En las postrimerías del otoño se dio en la ciudad una función teatral con fines benéficos. Entré en el palco del gobernador (en el entreacto me habían invitado a hacerlo); allí vi a Anna Alekseyevna sentada junto a la esposa del gobernador; y de nuevo tuve la misma impresión, irresistible y sorprendente, de belleza, de ojos hermosos y acariciantes, y la misma sensación de proximidad. Me senté junto a ella y luego salimos al vestíbulo.
—Ha adelgazado usted–me dijo—. ¿Ha estado enfermo? —Sí, he tenido reuma en el hombro, y en tiempo lluvioso duermo mal.
— Tiene cara de fatiga. En la primavera, cuando vino a comer con nosotros, parecía usted más joven, más brioso. Estaba entonces animado y hablaba mucho; era usted persona muy interesante, y confieso que me fascinó un poco. Por alguna razón he pensado en usted a menudo durante el verano, y hoy cuando me preparaba a venir al teatro se me ocurrió que quizá lo vería.
Y rompió a reír.
— Pero hoy tiene cara de fatiga–dijo de nuevo-. Eso le hace parecer más viejo.
Al día siguiente almorcé en casa de los Luganovich. Después del almuerzo salieron para su casa de verano a fin de cerrarla para el invierno. Fui con ellos. Con ellos también volví a la ciudad, y a medianoche estuvimos bebiendo té en un ambiente de hogareña tranquilidad, ante el fuego de la chimenea y mientras la joven madre iba con frecuencia a ver si dormía su hijka. Después de esto, cada vez que iba a la ciudad nunca dejaba de ir a ver a los Luganovich. Se acostumbraron a mí y yo me acostumbré a ellos. Por lo común iba a verlos sin anunciárselo, como si fuera miembro de la familia.
— ¿Quién está ahí? — preguntaba desde una habitación lejana una voz pausada que se me antojaba tan hermosa.

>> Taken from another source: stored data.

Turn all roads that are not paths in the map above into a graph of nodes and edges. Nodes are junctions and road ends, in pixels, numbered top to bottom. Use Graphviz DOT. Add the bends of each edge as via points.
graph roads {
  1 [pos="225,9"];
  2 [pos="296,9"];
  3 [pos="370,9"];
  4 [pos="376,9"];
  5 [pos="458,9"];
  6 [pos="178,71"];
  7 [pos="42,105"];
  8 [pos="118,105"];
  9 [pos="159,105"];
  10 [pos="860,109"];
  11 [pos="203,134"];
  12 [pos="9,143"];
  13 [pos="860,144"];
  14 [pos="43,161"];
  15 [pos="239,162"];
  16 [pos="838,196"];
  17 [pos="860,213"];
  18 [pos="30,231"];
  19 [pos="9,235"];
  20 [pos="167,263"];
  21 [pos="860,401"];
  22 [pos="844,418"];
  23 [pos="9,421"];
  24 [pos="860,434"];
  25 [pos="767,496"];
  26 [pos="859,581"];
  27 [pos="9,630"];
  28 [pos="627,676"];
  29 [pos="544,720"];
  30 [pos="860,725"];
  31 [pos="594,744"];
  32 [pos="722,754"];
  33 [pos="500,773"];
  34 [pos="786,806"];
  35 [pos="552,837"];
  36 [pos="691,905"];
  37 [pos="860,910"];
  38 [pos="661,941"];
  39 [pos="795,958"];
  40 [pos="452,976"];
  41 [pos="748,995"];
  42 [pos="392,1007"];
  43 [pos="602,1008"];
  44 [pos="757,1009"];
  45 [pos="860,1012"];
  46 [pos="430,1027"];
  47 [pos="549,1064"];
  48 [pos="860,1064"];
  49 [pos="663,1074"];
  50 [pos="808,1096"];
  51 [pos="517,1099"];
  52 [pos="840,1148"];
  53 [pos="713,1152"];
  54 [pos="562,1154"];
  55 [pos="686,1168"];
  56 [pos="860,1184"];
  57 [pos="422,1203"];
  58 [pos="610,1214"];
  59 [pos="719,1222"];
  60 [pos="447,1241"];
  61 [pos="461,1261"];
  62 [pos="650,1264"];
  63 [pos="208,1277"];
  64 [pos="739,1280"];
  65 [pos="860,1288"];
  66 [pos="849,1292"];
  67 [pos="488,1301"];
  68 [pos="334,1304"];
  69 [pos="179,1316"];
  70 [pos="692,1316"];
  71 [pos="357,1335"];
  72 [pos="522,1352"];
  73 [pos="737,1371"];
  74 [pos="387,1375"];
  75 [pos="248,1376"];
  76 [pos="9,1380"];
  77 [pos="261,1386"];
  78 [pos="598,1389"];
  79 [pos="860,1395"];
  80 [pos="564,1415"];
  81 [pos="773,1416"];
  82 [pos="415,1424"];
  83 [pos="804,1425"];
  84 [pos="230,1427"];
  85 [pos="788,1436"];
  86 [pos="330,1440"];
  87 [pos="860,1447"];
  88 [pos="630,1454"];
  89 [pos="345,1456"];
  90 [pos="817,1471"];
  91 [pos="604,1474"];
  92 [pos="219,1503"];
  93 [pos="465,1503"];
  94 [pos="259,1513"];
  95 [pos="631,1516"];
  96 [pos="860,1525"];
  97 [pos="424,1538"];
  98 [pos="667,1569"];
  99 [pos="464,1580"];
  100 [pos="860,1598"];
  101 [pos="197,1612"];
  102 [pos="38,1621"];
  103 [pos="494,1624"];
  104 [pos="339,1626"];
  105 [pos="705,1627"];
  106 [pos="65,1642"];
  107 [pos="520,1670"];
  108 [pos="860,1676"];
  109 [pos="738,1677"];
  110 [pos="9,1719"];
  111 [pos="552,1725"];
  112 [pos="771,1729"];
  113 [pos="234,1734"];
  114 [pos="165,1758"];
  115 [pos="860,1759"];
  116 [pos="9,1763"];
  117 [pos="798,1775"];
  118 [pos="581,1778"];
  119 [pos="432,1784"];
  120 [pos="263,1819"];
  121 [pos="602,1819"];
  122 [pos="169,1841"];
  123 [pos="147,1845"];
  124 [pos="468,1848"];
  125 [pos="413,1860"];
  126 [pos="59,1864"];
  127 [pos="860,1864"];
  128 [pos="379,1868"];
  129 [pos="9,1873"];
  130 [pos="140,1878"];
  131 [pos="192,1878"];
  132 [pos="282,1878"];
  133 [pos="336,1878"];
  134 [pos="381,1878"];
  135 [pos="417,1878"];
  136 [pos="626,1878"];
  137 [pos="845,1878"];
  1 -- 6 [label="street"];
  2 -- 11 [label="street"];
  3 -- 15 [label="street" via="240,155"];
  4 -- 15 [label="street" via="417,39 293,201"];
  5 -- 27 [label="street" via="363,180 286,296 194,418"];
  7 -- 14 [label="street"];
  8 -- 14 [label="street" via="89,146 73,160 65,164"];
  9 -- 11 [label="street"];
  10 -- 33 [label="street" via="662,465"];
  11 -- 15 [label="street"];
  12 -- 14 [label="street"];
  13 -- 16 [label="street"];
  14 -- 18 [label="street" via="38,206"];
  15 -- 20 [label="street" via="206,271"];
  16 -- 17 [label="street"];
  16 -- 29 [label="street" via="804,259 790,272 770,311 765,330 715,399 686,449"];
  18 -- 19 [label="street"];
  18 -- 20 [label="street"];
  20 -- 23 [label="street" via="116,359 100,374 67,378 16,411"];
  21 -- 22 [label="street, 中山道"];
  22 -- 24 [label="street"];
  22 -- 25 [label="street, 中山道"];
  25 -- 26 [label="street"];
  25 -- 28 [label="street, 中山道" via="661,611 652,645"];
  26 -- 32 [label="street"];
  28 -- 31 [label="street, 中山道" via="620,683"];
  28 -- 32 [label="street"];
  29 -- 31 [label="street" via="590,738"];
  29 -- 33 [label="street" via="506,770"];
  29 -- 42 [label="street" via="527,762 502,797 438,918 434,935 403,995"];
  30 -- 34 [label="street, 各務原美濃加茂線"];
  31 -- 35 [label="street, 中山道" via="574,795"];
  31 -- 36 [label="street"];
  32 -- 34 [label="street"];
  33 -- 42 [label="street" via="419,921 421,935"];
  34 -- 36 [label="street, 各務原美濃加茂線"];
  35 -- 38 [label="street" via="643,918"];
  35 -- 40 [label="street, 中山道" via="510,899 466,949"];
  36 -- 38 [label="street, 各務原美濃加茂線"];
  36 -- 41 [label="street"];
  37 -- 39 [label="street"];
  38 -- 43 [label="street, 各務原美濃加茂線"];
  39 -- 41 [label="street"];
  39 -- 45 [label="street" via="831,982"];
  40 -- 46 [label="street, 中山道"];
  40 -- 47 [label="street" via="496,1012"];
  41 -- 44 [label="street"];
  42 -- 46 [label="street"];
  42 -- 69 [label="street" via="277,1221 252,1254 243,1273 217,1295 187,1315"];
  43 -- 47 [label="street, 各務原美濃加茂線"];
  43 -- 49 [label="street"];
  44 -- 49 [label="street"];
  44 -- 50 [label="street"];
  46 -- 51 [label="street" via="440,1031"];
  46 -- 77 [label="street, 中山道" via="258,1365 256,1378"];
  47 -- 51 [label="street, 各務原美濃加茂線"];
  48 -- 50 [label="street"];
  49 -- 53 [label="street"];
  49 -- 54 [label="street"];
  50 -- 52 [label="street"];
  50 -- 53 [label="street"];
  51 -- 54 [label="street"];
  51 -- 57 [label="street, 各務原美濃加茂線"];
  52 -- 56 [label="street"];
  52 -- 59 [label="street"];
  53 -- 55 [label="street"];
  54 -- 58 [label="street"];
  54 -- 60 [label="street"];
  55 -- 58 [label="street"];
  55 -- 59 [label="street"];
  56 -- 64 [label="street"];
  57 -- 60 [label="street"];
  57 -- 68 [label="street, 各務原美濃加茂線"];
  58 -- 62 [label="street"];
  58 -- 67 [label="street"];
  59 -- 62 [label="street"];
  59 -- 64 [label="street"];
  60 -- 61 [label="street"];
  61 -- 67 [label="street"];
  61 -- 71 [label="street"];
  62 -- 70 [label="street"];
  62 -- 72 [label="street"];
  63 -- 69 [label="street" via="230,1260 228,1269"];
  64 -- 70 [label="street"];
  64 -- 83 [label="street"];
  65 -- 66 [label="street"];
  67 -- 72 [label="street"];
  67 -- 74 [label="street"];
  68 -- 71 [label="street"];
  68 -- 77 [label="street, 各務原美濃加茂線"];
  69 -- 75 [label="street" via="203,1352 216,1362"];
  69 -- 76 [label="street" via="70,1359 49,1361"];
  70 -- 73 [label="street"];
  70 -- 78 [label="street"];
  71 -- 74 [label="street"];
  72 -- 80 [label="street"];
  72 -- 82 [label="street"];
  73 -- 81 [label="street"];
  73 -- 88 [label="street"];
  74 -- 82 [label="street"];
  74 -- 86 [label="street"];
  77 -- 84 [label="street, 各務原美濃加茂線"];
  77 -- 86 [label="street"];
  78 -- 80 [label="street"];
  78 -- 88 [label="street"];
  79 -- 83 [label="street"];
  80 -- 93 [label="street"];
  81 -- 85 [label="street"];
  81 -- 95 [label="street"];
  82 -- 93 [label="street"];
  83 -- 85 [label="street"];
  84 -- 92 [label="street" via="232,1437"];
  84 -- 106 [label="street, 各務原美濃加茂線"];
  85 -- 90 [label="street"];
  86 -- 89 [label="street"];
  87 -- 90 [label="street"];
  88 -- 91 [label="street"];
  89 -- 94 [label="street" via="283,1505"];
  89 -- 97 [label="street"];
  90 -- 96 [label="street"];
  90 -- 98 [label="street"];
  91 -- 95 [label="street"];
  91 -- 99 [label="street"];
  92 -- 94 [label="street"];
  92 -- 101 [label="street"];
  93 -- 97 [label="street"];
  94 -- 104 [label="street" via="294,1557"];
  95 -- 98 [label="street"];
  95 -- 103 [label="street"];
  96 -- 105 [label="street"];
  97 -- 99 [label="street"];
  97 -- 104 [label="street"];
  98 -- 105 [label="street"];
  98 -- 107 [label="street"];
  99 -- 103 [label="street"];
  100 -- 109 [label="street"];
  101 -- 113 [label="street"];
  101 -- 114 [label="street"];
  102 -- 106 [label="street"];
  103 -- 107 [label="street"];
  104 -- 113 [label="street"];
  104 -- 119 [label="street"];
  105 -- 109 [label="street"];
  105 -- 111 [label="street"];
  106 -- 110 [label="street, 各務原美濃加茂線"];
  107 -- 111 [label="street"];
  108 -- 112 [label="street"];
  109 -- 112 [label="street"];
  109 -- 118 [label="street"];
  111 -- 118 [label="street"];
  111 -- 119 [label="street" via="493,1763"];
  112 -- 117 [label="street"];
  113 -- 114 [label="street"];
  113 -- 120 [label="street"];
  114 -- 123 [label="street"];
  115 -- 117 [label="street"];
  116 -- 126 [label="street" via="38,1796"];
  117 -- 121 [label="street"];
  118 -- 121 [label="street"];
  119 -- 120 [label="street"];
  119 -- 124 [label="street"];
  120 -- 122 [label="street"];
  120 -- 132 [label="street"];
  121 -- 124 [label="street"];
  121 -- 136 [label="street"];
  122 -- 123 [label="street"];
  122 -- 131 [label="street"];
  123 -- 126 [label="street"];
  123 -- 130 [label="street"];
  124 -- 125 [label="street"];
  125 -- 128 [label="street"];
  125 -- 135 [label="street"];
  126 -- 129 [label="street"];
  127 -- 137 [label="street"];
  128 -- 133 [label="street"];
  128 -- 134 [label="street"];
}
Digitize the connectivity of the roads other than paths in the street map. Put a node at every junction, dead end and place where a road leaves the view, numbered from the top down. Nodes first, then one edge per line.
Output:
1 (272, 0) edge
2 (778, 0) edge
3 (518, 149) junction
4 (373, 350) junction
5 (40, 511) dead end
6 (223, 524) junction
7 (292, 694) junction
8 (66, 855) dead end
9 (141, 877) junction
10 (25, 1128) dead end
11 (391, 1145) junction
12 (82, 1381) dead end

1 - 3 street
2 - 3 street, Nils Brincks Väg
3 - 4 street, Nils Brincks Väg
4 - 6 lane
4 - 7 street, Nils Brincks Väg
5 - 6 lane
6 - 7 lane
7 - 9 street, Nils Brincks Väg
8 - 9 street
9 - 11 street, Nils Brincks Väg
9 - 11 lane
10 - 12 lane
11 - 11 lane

— Es Pavel Konstantinych —respondía la doncella o la niñera.
Anna Alekseyevna salía a verme con cara de alarma y me preguntaba siempre:
— ¿Por qué no lo hemos visto en tanto tiempo? ¿Le ha sucedido algo?
Su mirada, la mano fina y elegante que me alargaba, su vestido casero, su peinado, su voz, sus pasos, todo producía siempre en mí la misma impresión de algo nuevo y extraordinario, de algo muy significativo en mi vida. Hablábamos largo rato y largo rato callábamos, cada uno pensando sus propios pensamientos; o bien ella se sentaba a tocar el piano para mí. Si no había nadie en casa me quedaba allí esperando, hablando con la niñera, jugando con la niña, o me recostaba en el diván turco del despacho para leer el periódico. Y cuando volvía Anna Alekseyevna, salía al vestíbulo a recibirla, recogía todas las compras que había hecho y por alguna razón cargaba con esas compras con tanto amor, con tanta solemnidad como si fuera un muchacho.